◆ Your goal
Every line of the entries below that mentions "شاكر" is to be copied out.
Information given Block Start
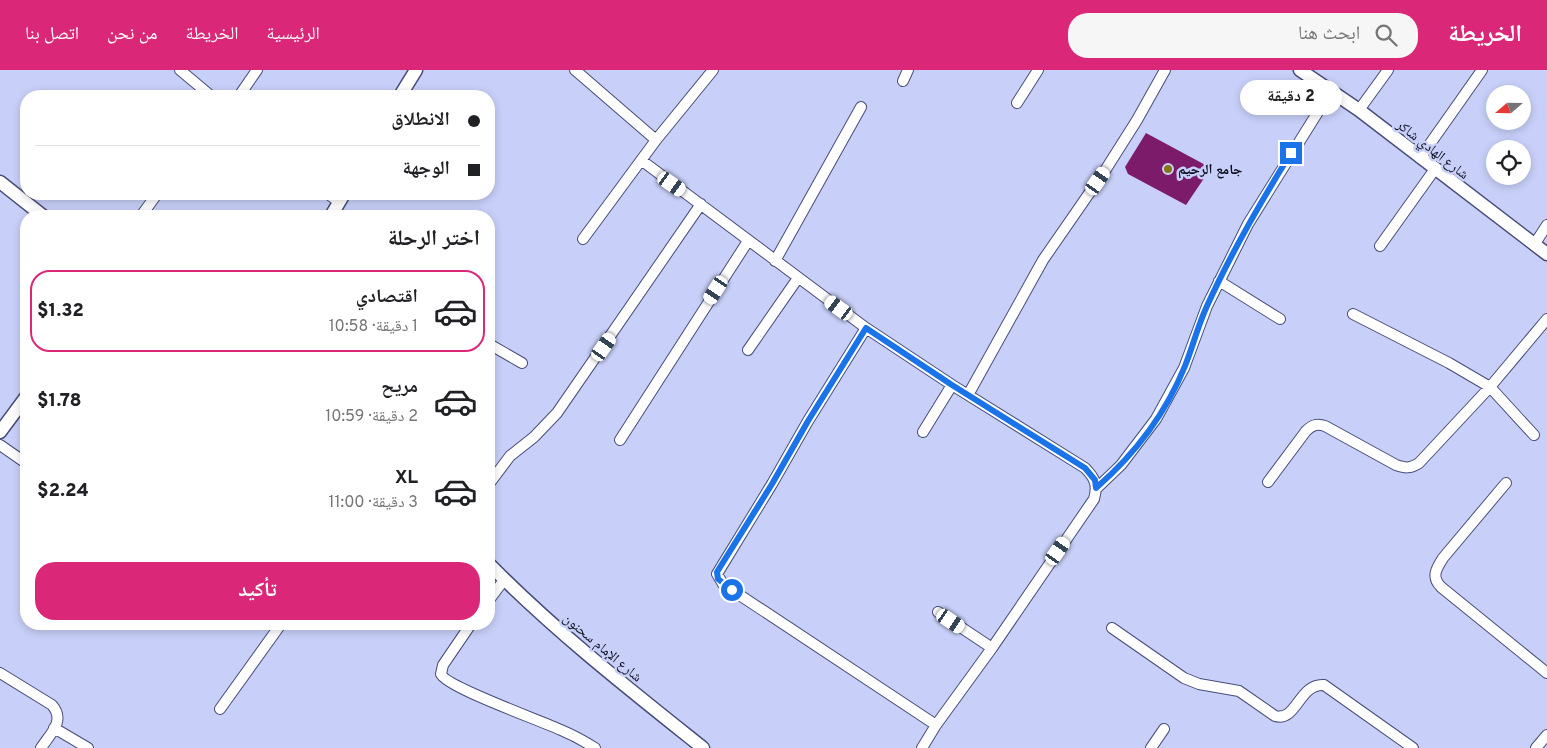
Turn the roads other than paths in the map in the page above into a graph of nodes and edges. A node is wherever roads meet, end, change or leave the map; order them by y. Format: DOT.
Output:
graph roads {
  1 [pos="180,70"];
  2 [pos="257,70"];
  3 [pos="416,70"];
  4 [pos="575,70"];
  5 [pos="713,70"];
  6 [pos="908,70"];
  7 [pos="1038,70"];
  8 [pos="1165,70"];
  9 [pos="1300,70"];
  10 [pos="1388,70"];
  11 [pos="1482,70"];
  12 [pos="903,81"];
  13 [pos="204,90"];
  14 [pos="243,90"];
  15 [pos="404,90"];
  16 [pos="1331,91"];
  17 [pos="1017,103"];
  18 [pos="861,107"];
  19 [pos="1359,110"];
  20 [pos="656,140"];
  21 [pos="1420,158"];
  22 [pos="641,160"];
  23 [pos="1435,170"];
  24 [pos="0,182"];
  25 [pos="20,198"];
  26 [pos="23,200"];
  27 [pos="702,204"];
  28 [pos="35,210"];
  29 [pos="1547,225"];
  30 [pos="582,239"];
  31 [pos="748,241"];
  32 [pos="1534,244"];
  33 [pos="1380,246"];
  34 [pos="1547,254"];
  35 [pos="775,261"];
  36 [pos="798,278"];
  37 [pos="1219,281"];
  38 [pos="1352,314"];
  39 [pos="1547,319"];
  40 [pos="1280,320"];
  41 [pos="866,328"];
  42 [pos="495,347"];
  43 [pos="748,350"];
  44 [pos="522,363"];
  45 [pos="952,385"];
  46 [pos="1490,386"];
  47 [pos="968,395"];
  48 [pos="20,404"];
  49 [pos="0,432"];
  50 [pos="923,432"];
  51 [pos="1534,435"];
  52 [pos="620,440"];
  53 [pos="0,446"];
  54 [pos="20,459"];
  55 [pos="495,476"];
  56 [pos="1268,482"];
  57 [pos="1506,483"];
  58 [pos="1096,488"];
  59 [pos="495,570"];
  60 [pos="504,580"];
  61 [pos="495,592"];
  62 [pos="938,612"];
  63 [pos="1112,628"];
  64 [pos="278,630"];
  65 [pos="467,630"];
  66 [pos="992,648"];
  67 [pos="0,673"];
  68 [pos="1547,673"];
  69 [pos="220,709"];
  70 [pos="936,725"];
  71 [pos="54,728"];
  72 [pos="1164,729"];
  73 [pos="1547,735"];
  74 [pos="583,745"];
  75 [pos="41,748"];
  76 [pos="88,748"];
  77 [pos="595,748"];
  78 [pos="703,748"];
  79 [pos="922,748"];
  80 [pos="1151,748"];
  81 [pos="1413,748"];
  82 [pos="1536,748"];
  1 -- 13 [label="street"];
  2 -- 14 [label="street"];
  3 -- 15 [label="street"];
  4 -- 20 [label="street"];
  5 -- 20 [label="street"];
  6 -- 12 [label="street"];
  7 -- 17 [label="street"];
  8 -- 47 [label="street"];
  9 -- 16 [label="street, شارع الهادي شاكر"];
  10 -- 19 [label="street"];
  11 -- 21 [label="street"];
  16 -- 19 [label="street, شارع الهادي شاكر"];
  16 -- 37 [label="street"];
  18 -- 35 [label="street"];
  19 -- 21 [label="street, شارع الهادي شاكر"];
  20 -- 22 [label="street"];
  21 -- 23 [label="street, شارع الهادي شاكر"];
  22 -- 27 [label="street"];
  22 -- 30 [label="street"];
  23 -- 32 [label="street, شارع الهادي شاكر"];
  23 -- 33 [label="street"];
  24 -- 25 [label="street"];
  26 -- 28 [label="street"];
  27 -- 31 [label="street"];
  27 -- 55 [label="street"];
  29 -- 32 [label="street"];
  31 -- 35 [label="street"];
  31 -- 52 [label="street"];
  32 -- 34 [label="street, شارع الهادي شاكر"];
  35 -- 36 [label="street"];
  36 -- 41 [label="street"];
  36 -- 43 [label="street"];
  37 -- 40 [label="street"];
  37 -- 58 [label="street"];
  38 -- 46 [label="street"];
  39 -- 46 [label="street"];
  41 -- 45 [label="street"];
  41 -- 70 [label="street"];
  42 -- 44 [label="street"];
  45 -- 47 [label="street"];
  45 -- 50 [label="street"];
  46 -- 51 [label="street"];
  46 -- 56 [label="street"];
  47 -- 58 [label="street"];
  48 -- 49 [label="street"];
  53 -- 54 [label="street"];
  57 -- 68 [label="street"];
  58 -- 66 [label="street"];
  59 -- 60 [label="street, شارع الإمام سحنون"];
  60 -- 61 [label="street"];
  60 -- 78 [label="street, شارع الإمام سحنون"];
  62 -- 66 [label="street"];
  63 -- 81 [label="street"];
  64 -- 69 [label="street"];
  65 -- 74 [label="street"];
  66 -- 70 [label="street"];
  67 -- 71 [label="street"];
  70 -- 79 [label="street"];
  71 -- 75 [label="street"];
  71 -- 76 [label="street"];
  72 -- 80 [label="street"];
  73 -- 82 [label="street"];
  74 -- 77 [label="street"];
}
Information given Block End
◆ Task output
  9 -- 16 [label="street, شارع الهادي شاكر"];
  16 -- 19 [label="street, شارع الهادي شاكر"];
  19 -- 21 [label="street, شارع الهادي شاكر"];
  21 -- 23 [label="street, شارع الهادي شاكر"];
  23 -- 32 [label="street, شارع الهادي شاكر"];
  32 -- 34 [label="street, شارع الهادي شاكر"];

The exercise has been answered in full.